:: Work item ::
Which lines in the data below contain the word "Carlos"? Copy each of them.

:: Supplied records ::
----
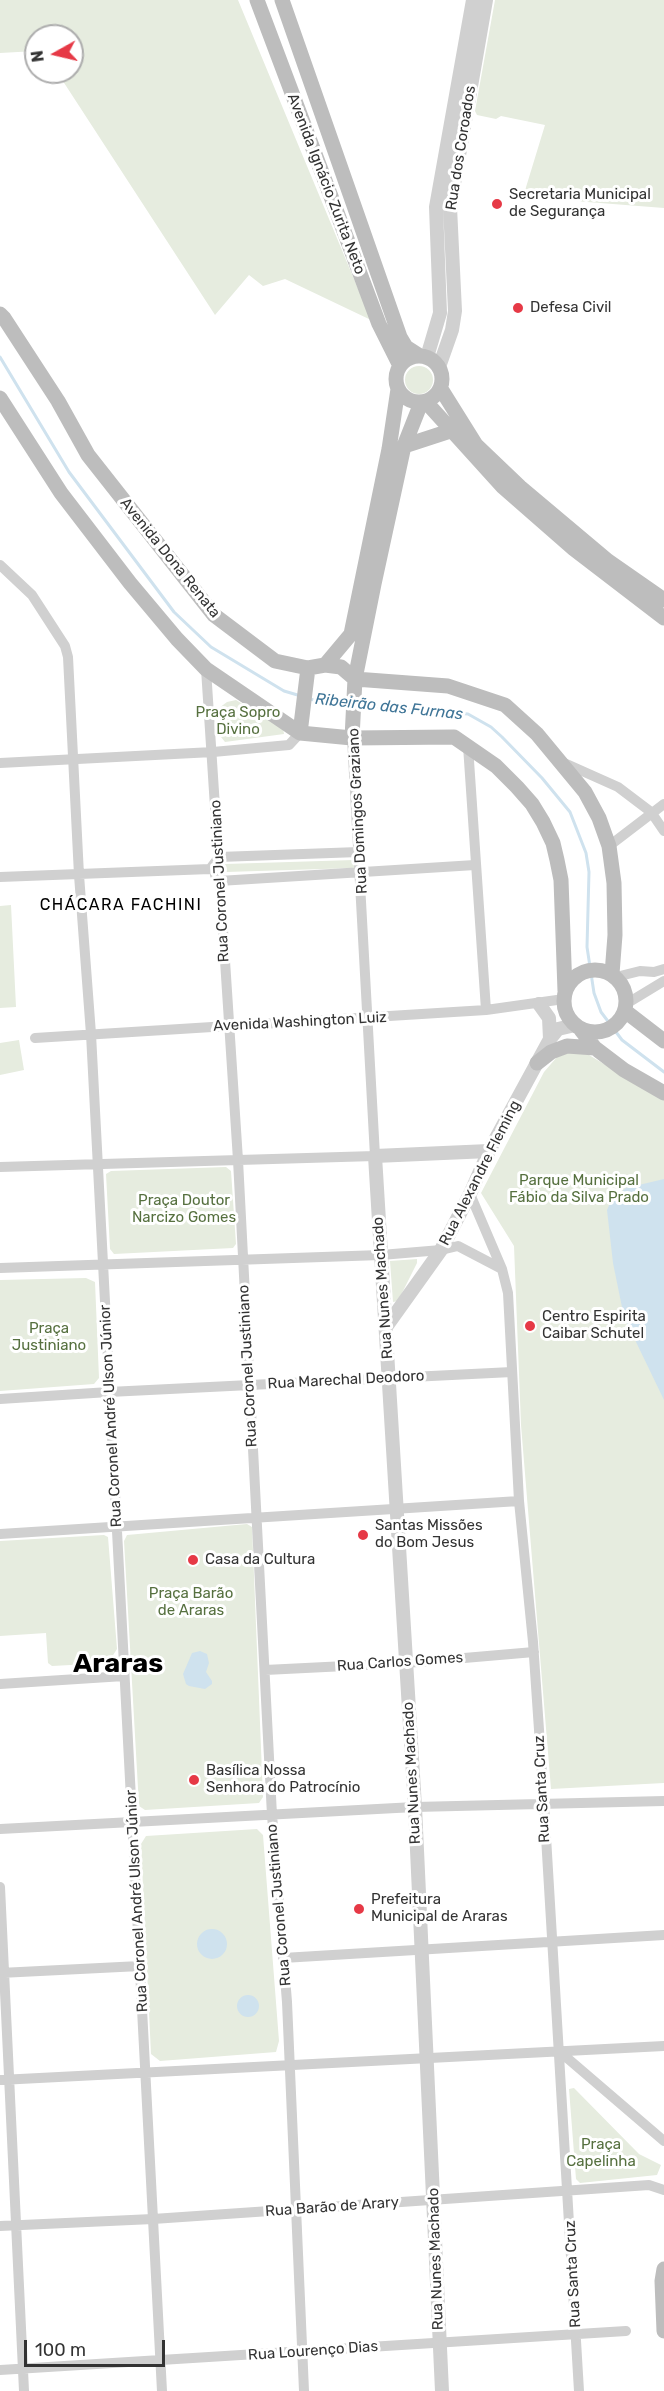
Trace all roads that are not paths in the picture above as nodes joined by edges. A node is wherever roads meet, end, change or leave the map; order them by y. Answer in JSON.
{"nodes":[{"id":1,"x":257,"y":0,"type":"edge"},
{"id":2,"x":282,"y":0,"type":"edge"},
{"id":3,"x":473,"y":0,"type":"edge"},
{"id":4,"x":486,"y":0,"type":"edge"},
{"id":5,"x":282,"y":68,"type":"junction"},
{"id":6,"x":306,"y":72,"type":"junction"},
{"id":7,"x":443,"y":207,"type":"junction"},
{"id":8,"x":0,"y":314,"type":"edge"},
{"id":9,"x":429,"y":360,"type":"junction"},
{"id":10,"x":400,"y":366,"type":"junction"},
{"id":11,"x":398,"y":389,"type":"junction"},
{"id":12,"x":441,"y":389,"type":"junction"},
{"id":13,"x":0,"y":398,"type":"edge"},
{"id":14,"x":424,"y":402,"type":"junction"},
{"id":15,"x":450,"y":431,"type":"junction"},
{"id":16,"x":404,"y":446,"type":"junction"},
{"id":17,"x":0,"y":565,"type":"edge"},
{"id":18,"x":664,"y":600,"type":"edge"},
{"id":19,"x":664,"y":618,"type":"edge"},
{"id":20,"x":325,"y":665,"type":"junction"},
{"id":21,"x":308,"y":668,"type":"junction"},
{"id":22,"x":206,"y":669,"type":"junction"},
{"id":23,"x":355,"y":679,"type":"junction"},
{"id":24,"x":300,"y":733,"type":"junction"},
{"id":25,"x":352,"y":738,"type":"junction"},
{"id":26,"x":468,"y":746,"type":"junction"},
{"id":27,"x":213,"y":752,"type":"junction"},
{"id":28,"x":75,"y":759,"type":"junction"},
{"id":29,"x":562,"y":762,"type":"junction"},
{"id":30,"x":0,"y":764,"type":"edge"},
{"id":31,"x":664,"y":804,"type":"edge"},
{"id":32,"x":651,"y":812,"type":"junction"},
{"id":33,"x":664,"y":831,"type":"edge"},
{"id":34,"x":609,"y":846,"type":"junction"},
{"id":35,"x":359,"y":852,"type":"junction"},
{"id":36,"x":219,"y":857,"type":"junction"},
{"id":37,"x":475,"y":865,"type":"junction"},
{"id":38,"x":210,"y":869,"type":"junction"},
{"id":39,"x":361,"y":873,"type":"junction"},
{"id":40,"x":79,"y":875,"type":"junction"},
{"id":41,"x":0,"y":877,"type":"edge"},
{"id":42,"x":219,"y":881,"type":"junction"},
{"id":43,"x":664,"y":969,"type":"edge"},
{"id":44,"x":610,"y":974,"type":"junction"},
{"id":45,"x":664,"y":981,"type":"edge"},
{"id":46,"x":564,"y":995,"type":"junction"},
{"id":47,"x":539,"y":1004,"type":"junction"},
{"id":48,"x":486,"y":1010,"type":"junction"},
{"id":49,"x":624,"y":1012,"type":"junction"},
{"id":50,"x":369,"y":1018,"type":"junction"},
{"id":51,"x":230,"y":1026,"type":"junction"},
{"id":52,"x":578,"y":1027,"type":"junction"},
{"id":53,"x":91,"y":1034,"type":"junction"},
{"id":54,"x":35,"y":1038,"type":"dead end"},
{"id":55,"x":550,"y":1040,"type":"junction"},
{"id":56,"x":664,"y":1041,"type":"edge"},
{"id":57,"x":595,"y":1048,"type":"junction"},
{"id":58,"x":537,"y":1063,"type":"junction"},
{"id":59,"x":664,"y":1093,"type":"edge"},
{"id":60,"x":489,"y":1151,"type":"junction"},
{"id":61,"x":375,"y":1156,"type":"junction"},
{"id":62,"x":238,"y":1160,"type":"junction"},
{"id":63,"x":98,"y":1164,"type":"junction"},
{"id":64,"x":0,"y":1167,"type":"edge"},
{"id":65,"x":470,"y":1194,"type":"junction"},
{"id":66,"x":441,"y":1250,"type":"junction"},
{"id":67,"x":381,"y":1255,"type":"junction"},
{"id":68,"x":242,"y":1261,"type":"junction"},
{"id":69,"x":103,"y":1266,"type":"junction"},
{"id":70,"x":0,"y":1268,"type":"edge"},
{"id":71,"x":502,"y":1269,"type":"junction"},
{"id":72,"x":386,"y":1327,"type":"junction"},
{"id":73,"x":512,"y":1372,"type":"junction"},
{"id":74,"x":389,"y":1377,"type":"junction"},
{"id":75,"x":249,"y":1386,"type":"junction"},
{"id":76,"x":109,"y":1392,"type":"junction"},
{"id":77,"x":0,"y":1399,"type":"edge"},
{"id":78,"x":519,"y":1501,"type":"junction"},
{"id":79,"x":395,"y":1509,"type":"junction"},
{"id":80,"x":257,"y":1517,"type":"junction"},
{"id":81,"x":116,"y":1526,"type":"junction"},
{"id":82,"x":0,"y":1534,"type":"edge"},
{"id":83,"x":534,"y":1652,"type":"junction"},
{"id":84,"x":406,"y":1663,"type":"junction"},
{"id":85,"x":265,"y":1670,"type":"junction"},
{"id":86,"x":124,"y":1676,"type":"junction"},
{"id":87,"x":0,"y":1684,"type":"edge"},
{"id":88,"x":664,"y":1800,"type":"edge"},
{"id":89,"x":544,"y":1803,"type":"junction"},
{"id":90,"x":415,"y":1807,"type":"junction"},
{"id":91,"x":272,"y":1815,"type":"junction"},
{"id":92,"x":134,"y":1822,"type":"junction"},
{"id":93,"x":0,"y":1829,"type":"edge"},
{"id":94,"x":0,"y":1887,"type":"edge"},
{"id":95,"x":664,"y":1935,"type":"edge"},
{"id":96,"x":551,"y":1942,"type":"junction"},
{"id":97,"x":420,"y":1949,"type":"junction"},
{"id":98,"x":283,"y":1958,"type":"junction"},
{"id":99,"x":140,"y":1966,"type":"junction"},
{"id":100,"x":2,"y":1973,"type":"edge"},
{"id":101,"x":664,"y":2046,"type":"edge"},
{"id":102,"x":559,"y":2051,"type":"junction"},
{"id":103,"x":425,"y":2057,"type":"junction"},
{"id":104,"x":290,"y":2063,"type":"junction"},
{"id":105,"x":145,"y":2073,"type":"junction"},
{"id":106,"x":5,"y":2079,"type":"edge"},
{"id":107,"x":664,"y":2142,"type":"edge"},
{"id":108,"x":568,"y":2190,"type":"junction"},
{"id":109,"x":664,"y":2190,"type":"edge"},
{"id":110,"x":434,"y":2200,"type":"junction"},
{"id":111,"x":295,"y":2209,"type":"junction"},
{"id":112,"x":153,"y":2219,"type":"junction"},
{"id":113,"x":17,"y":2225,"type":"junction"},
{"id":114,"x":0,"y":2226,"type":"edge"},
{"id":115,"x":664,"y":2269,"type":"edge"},
{"id":116,"x":626,"y":2331,"type":"dead end"},
{"id":117,"x":664,"y":2331,"type":"edge"},
{"id":118,"x":576,"y":2335,"type":"junction"},
{"id":119,"x":439,"y":2342,"type":"junction"},
{"id":120,"x":302,"y":2352,"type":"junction"},
{"id":121,"x":161,"y":2361,"type":"junction"},
{"id":122,"x":23,"y":2368,"type":"junction"},
{"id":123,"x":0,"y":2370,"type":"edge"},
{"id":124,"x":24,"y":2391,"type":"edge"},
{"id":125,"x":162,"y":2391,"type":"edge"},
{"id":126,"x":304,"y":2391,"type":"edge"},
{"id":127,"x":442,"y":2391,"type":"edge"},
{"id":128,"x":579,"y":2391,"type":"edge"}],
"edges":[{"from":1,"to":5,"type":"main road","name":"Avenida Ignácio Zurita Neto"},
{"from":2,"to":6,"type":"main road","name":"Avenida Ignácio Zurita Neto"},
{"from":3,"to":7,"type":"street","name":"Rua dos Coroados"},
{"from":4,"to":7,"type":"street","name":"Rua dos Coroados"},
{"from":5,"to":6,"type":"street"},
{"from":5,"to":10,"type":"main road","name":"Avenida Ignácio Zurita Neto"},
{"from":6,"to":9,"type":"main road","name":"Avenida Ignácio Zurita Neto"},
{"from":7,"to":9,"type":"street","name":"Rua dos Coroados"},
{"from":8,"to":21,"type":"main road","name":"Avenida Dona Renata"},
{"from":9,"to":10,"type":"main road"},
{"from":9,"to":12,"type":"main road"},
{"from":10,"to":11,"type":"main road"},
{"from":11,"to":14,"type":"main road"},
{"from":11,"to":20,"type":"main road"},
{"from":12,"to":14,"type":"main road"},
{"from":12,"to":18,"type":"main road"},
{"from":13,"to":22,"type":"main road"},
{"from":14,"to":15,"type":"main road"},
{"from":14,"to":16,"type":"main road","name":"Rua Domingos Graziano"},
{"from":15,"to":16,"type":"main road"},
{"from":15,"to":19,"type":"main road"},
{"from":16,"to":23,"type":"main road","name":"Rua Domingos Graziano"},
{"from":17,"to":28,"type":"street","name":"Rua Coronel André Ulson Júnior"},
{"from":20,"to":21,"type":"main road","name":"Avenida Dona Renata"},
{"from":20,"to":23,"type":"main road"},
{"from":21,"to":24,"type":"main road"},
{"from":22,"to":24,"type":"main road"},
{"from":22,"to":27,"type":"street","name":"Rua Coronel Justiniano"},
{"from":23,"to":25,"type":"main road","name":"Rua Domingos Graziano"},
{"from":23,"to":29,"type":"main road"},
{"from":24,"to":25,"type":"main road"},
{"from":24,"to":27,"type":"street"},
{"from":25,"to":26,"type":"main road"},
{"from":25,"to":35,"type":"street","name":"Rua Domingos Graziano"},
{"from":26,"to":37,"type":"street"},
{"from":26,"to":46,"type":"main road"},
{"from":27,"to":28,"type":"street"},
{"from":27,"to":36,"type":"street","name":"Rua Coronel Justiniano"},
{"from":28,"to":30,"type":"street"},
{"from":28,"to":40,"type":"street","name":"Rua Coronel André Ulson Júnior"},
{"from":29,"to":32,"type":"street"},
{"from":29,"to":34,"type":"main road"},
{"from":31,"to":32,"type":"street"},
{"from":32,"to":33,"type":"street"},
{"from":32,"to":34,"type":"street"},
{"from":34,"to":44,"type":"main road"},
{"from":35,"to":36,"type":"street"},
{"from":35,"to":39,"type":"street","name":"Rua Domingos Graziano"},
{"from":36,"to":38,"type":"street"},
{"from":36,"to":42,"type":"street","name":"Rua Coronel Justiniano"},
{"from":37,"to":39,"type":"street"},
{"from":37,"to":48,"type":"street"},
{"from":38,"to":40,"type":"street"},
{"from":38,"to":42,"type":"street"},
{"from":39,"to":42,"type":"street"},
{"from":39,"to":50,"type":"street","name":"Rua Domingos Graziano"},
{"from":40,"to":41,"type":"street"},
{"from":40,"to":53,"type":"street","name":"Rua Coronel André Ulson Júnior"},
{"from":42,"to":51,"type":"street","name":"Rua Coronel Justiniano"},
{"from":43,"to":44,"type":"street"},
{"from":44,"to":46,"type":"main road"},
{"from":44,"to":49,"type":"main road"},
{"from":45,"to":49,"type":"street"},
{"from":46,"to":47,"type":"street","name":"Avenida Washington Luiz"},
{"from":46,"to":52,"type":"main road"},
{"from":47,"to":48,"type":"street","name":"Avenida Washington Luiz"},
{"from":47,"to":55,"type":"street"},
{"from":48,"to":50,"type":"street","name":"Avenida Washington Luiz"},
{"from":49,"to":52,"type":"main road"},
{"from":49,"to":56,"type":"main road"},
{"from":50,"to":51,"type":"street","name":"Avenida Washington Luiz"},
{"from":50,"to":61,"type":"street","name":"Rua Domingos Graziano"},
{"from":51,"to":53,"type":"street","name":"Avenida Washington Luiz"},
{"from":51,"to":62,"type":"street","name":"Rua Coronel Justiniano"},
{"from":52,"to":55,"type":"street","name":"Rua Alexandre Fleming"},
{"from":52,"to":57,"type":"main road"},
{"from":53,"to":54,"type":"street","name":"Avenida Washington Luiz"},
{"from":53,"to":63,"type":"street","name":"Rua Coronel André Ulson Júnior"},
{"from":55,"to":58,"type":"street","name":"Rua Alexandre Fleming"},
{"from":57,"to":58,"type":"main road"},
{"from":57,"to":59,"type":"main road"},
{"from":58,"to":60,"type":"street","name":"Rua Alexandre Fleming"},
{"from":60,"to":61,"type":"street"},
{"from":60,"to":65,"type":"street","name":"Rua Alexandre Fleming"},
{"from":61,"to":62,"type":"street"},
{"from":61,"to":67,"type":"street","name":"Rua Nunes Machado"},
{"from":62,"to":63,"type":"street"},
{"from":62,"to":68,"type":"street","name":"Rua Coronel Justiniano"},
{"from":63,"to":64,"type":"street"},
{"from":63,"to":69,"type":"street","name":"Rua Coronel André Ulson Júnior"},
{"from":65,"to":66,"type":"street","name":"Rua Alexandre Fleming"},
{"from":65,"to":71,"type":"street","name":"Rua Santa Cruz"},
{"from":66,"to":67,"type":"street"},
{"from":66,"to":71,"type":"street"},
{"from":66,"to":72,"type":"street","name":"Rua Alexandre Fleming"},
{"from":67,"to":68,"type":"street"},
{"from":67,"to":72,"type":"street","name":"Rua Nunes Machado"},
{"from":68,"to":69,"type":"street"},
{"from":68,"to":75,"type":"street","name":"Rua Coronel Justiniano"},
{"from":69,"to":70,"type":"street"},
{"from":69,"to":76,"type":"street","name":"Rua Coronel André Ulson Júnior"},
{"from":71,"to":73,"type":"street","name":"Rua Santa Cruz"},
{"from":72,"to":74,"type":"street","name":"Rua Nunes Machado"},
{"from":73,"to":74,"type":"street","name":"Rua Marechal Deodoro"},
{"from":73,"to":78,"type":"street","name":"Rua Santa Cruz"},
{"from":74,"to":75,"type":"street","name":"Rua Marechal Deodoro"},
{"from":74,"to":79,"type":"street","name":"Rua Nunes Machado"},
{"from":75,"to":76,"type":"street","name":"Rua Marechal Deodoro"},
{"from":75,"to":80,"type":"street","name":"Rua Coronel Justiniano"},
{"from":76,"to":77,"type":"street","name":"Rua Marechal Deodoro"},
{"from":76,"to":81,"type":"street","name":"Rua Coronel André Ulson Júnior"},
{"from":78,"to":79,"type":"street"},
{"from":78,"to":83,"type":"street","name":"Rua Santa Cruz"},
{"from":79,"to":80,"type":"street"},
{"from":79,"to":84,"type":"street","name":"Rua Nunes Machado"},
{"from":80,"to":81,"type":"street"},
{"from":80,"to":85,"type":"street","name":"Rua Coronel Justiniano"},
{"from":81,"to":82,"type":"street"},
{"from":81,"to":86,"type":"street","name":"Rua Coronel André Ulson Júnior"},
{"from":83,"to":84,"type":"street","name":"Rua Carlos Gomes"},
{"from":83,"to":89,"type":"street","name":"Rua Santa Cruz"},
{"from":84,"to":85,"type":"street","name":"Rua Carlos Gomes"},
{"from":84,"to":90,"type":"street","name":"Rua Nunes Machado"},
{"from":85,"to":91,"type":"street","name":"Rua Coronel Justiniano"},
{"from":86,"to":87,"type":"street"},
{"from":86,"to":92,"type":"street","name":"Rua Coronel André Ulson Júnior"},
{"from":88,"to":89,"type":"street"},
{"from":89,"to":90,"type":"street"},
{"from":89,"to":96,"type":"street","name":"Rua Santa Cruz"},
{"from":90,"to":91,"type":"street"},
{"from":90,"to":97,"type":"street","name":"Rua Nunes Machado"},
{"from":91,"to":92,"type":"street"},
{"from":91,"to":98,"type":"street","name":"Rua Coronel Justiniano"},
{"from":92,"to":93,"type":"street"},
{"from":92,"to":99,"type":"street","name":"Rua Coronel André Ulson Júnior"},
{"from":94,"to":100,"type":"street"},
{"from":95,"to":96,"type":"street"},
{"from":96,"to":97,"type":"street"},
{"from":96,"to":102,"type":"street","name":"Rua Santa Cruz"},
{"from":97,"to":98,"type":"street"},
{"from":97,"to":103,"type":"street","name":"Rua Nunes Machado"},
{"from":98,"to":104,"type":"street","name":"Rua Coronel Justiniano"},
{"from":99,"to":100,"type":"street"},
{"from":99,"to":105,"type":"street","name":"Rua Coronel André Ulson Júnior"},
{"from":100,"to":106,"type":"street"},
{"from":101,"to":102,"type":"street"},
{"from":102,"to":103,"type":"street"},
{"from":102,"to":107,"type":"street"},
{"from":102,"to":108,"type":"street","name":"Rua Santa Cruz"},
{"from":103,"to":104,"type":"street"},
{"from":103,"to":110,"type":"street","name":"Rua Nunes Machado"},
{"from":104,"to":105,"type":"street"},
{"from":104,"to":111,"type":"street","name":"Rua Coronel Justiniano"},
{"from":105,"to":106,"type":"street"},
{"from":105,"to":112,"type":"street","name":"Rua Coronel André Ulson Júnior"},
{"from":106,"to":113,"type":"street"},
{"from":108,"to":109,"type":"street","name":"Rua Barão de Arary"},
{"from":108,"to":110,"type":"street","name":"Rua Barão de Arary"},
{"from":108,"to":118,"type":"street","name":"Rua Santa Cruz"},
{"from":110,"to":111,"type":"street","name":"Rua Barão de Arary"},
{"from":110,"to":119,"type":"street","name":"Rua Nunes Machado"},
{"from":111,"to":112,"type":"street","name":"Rua Barão de Arary"},
{"from":111,"to":120,"type":"street","name":"Rua Coronel Justiniano"},
{"from":112,"to":113,"type":"street","name":"Rua Barão de Arary"},
{"from":112,"to":121,"type":"street","name":"Rua Coronel André Ulson Júnior"},
{"from":113,"to":114,"type":"street","name":"Rua Barão de Arary"},
{"from":113,"to":122,"type":"street"},
{"from":115,"to":117,"type":"main road"},
{"from":116,"to":118,"type":"street","name":"Rua Lourenço Dias"},
{"from":118,"to":119,"type":"street","name":"Rua Lourenço Dias"},
{"from":118,"to":128,"type":"street","name":"Rua Santa Cruz"},
{"from":119,"to":120,"type":"street","name":"Rua Lourenço Dias"},
{"from":119,"to":127,"type":"street","name":"Rua Nunes Machado"},
{"from":120,"to":121,"type":"street","name":"Rua Lourenço Dias"},
{"from":120,"to":126,"type":"street","name":"Rua Coronel Justiniano"},
{"from":121,"to":122,"type":"street","name":"Rua Lourenço Dias"},
{"from":121,"to":125,"type":"street","name":"Rua Coronel André Ulson Júnior"},
{"from":122,"to":123,"type":"street","name":"Rua Lourenço Dias"},
{"from":122,"to":124,"type":"street"}]}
----
:: Response ::
{"from":83,"to":84,"type":"street","name":"Rua Carlos Gomes"},
{"from":84,"to":85,"type":"street","name":"Rua Carlos Gomes"},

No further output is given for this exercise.